Enhanced artificial intelligence technique for soft fault localization and identification in complex aircraft microgrids.

- In recent years, the aviation industry has witnessed a substantial integration of power electronics technology within Aircraft Microgrids (AMs). Consequently, the extension of electrical wiring networks has expanded, resulting in heightened intricacies within these systems. Therefore, the identification and location of faults in wiring networks have become an important topic in AMs to guarantee the safety of the electrical power systems. Time Domain Reflectometry (TDR) is widely used to locate and recognize electric wire faults. However, soft fault location on complex electrical networks using TDR is perplexing due to its weak effect on the reflected signal. Moreover, the existence of noise in the environment can worsen the TDR's performance. In this paper, a new approach based on TDR, along with the Subtractive Correlation Method (SCM) and Neural Network (NN), is proposed. The TDR response of the complex wiring network is determined using a newly proposed model based on the Finite Difference Time Domain (FDTD) method. The validity of the proposed model is established through experimentation including two distinct cable types also the introduced model notably enhances computational efficiency, a fact substantiated by our experimental findings and an extensive benchmarking against recent publications. These evaluations collectively underscore a significant reduction in computational time. Then, the reflected signal undergoes processing through SCM, a technique employed to amplify the subtle influence of the soft fault in two scenarios: one accompanied by noise and the other noise-free. Furthermore, NN is used to handle the inverse problem of localizing and characterizing the soft faults by their exact resistance values.
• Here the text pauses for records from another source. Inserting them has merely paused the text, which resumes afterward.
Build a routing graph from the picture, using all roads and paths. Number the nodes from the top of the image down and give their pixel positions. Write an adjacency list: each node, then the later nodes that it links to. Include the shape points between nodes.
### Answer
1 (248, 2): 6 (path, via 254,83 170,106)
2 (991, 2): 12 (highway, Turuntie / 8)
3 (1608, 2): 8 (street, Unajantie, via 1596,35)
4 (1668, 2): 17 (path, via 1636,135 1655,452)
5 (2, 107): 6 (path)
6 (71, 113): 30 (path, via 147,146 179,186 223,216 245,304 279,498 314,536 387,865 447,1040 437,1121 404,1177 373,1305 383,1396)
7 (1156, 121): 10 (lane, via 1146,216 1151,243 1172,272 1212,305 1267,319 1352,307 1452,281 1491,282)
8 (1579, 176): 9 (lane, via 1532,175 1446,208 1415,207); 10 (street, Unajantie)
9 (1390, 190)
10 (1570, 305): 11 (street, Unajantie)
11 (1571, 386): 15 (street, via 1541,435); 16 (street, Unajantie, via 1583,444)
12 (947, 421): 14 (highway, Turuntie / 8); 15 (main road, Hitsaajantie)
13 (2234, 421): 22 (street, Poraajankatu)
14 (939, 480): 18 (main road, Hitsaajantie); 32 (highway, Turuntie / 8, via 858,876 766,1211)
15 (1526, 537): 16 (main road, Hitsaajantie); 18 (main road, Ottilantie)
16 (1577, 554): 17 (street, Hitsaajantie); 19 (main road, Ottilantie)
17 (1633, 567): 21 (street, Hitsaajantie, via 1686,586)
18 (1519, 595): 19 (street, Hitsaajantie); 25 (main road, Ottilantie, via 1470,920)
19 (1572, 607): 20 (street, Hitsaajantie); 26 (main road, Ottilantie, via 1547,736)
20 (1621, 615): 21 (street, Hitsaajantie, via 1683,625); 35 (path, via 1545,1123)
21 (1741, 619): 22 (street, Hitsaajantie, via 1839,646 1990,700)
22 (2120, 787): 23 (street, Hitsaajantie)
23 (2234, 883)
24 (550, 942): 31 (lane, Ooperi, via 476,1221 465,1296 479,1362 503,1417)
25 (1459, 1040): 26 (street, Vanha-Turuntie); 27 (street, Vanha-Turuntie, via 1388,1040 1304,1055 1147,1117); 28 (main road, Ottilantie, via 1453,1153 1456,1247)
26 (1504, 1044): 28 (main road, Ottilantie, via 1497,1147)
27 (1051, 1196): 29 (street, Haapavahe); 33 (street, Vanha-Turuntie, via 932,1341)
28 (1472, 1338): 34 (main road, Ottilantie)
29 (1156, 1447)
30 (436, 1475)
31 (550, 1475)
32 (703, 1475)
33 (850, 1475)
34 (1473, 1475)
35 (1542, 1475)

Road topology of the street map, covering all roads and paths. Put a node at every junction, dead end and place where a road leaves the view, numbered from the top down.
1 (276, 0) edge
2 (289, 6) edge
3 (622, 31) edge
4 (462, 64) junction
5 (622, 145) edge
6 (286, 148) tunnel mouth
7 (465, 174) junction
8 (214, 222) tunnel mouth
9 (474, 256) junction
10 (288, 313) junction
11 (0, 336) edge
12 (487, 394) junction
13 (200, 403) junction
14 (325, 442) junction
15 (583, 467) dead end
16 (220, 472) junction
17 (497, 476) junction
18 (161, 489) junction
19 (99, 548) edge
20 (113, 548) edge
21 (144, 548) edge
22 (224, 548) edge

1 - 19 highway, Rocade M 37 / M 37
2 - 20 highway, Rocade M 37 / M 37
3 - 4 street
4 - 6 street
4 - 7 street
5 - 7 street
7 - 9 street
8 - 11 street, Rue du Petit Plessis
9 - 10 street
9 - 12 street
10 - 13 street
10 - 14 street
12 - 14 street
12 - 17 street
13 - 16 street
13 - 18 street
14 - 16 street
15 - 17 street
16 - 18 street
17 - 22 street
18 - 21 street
Even within noisy environments, the proposed methodology excels in accurately locating and characterizing soft faults with a high degree of precision, all in real-time diagnostic scenarios. • Novel FDTD-based model for determining the TDR response of intricate wiring networks. • Empirically validated model enhancing computational efficiency and reducing time. • SCM approach amplifies subtle soft fault impacts, even in noisy environments. • Neural Networks excel in precisely localizing and characterizing soft faults by resistance values. • Real-time diagnostic capability for pinpointing and characterizing soft faults with exceptional precision. [ABSTRACT FROM AUTHOR]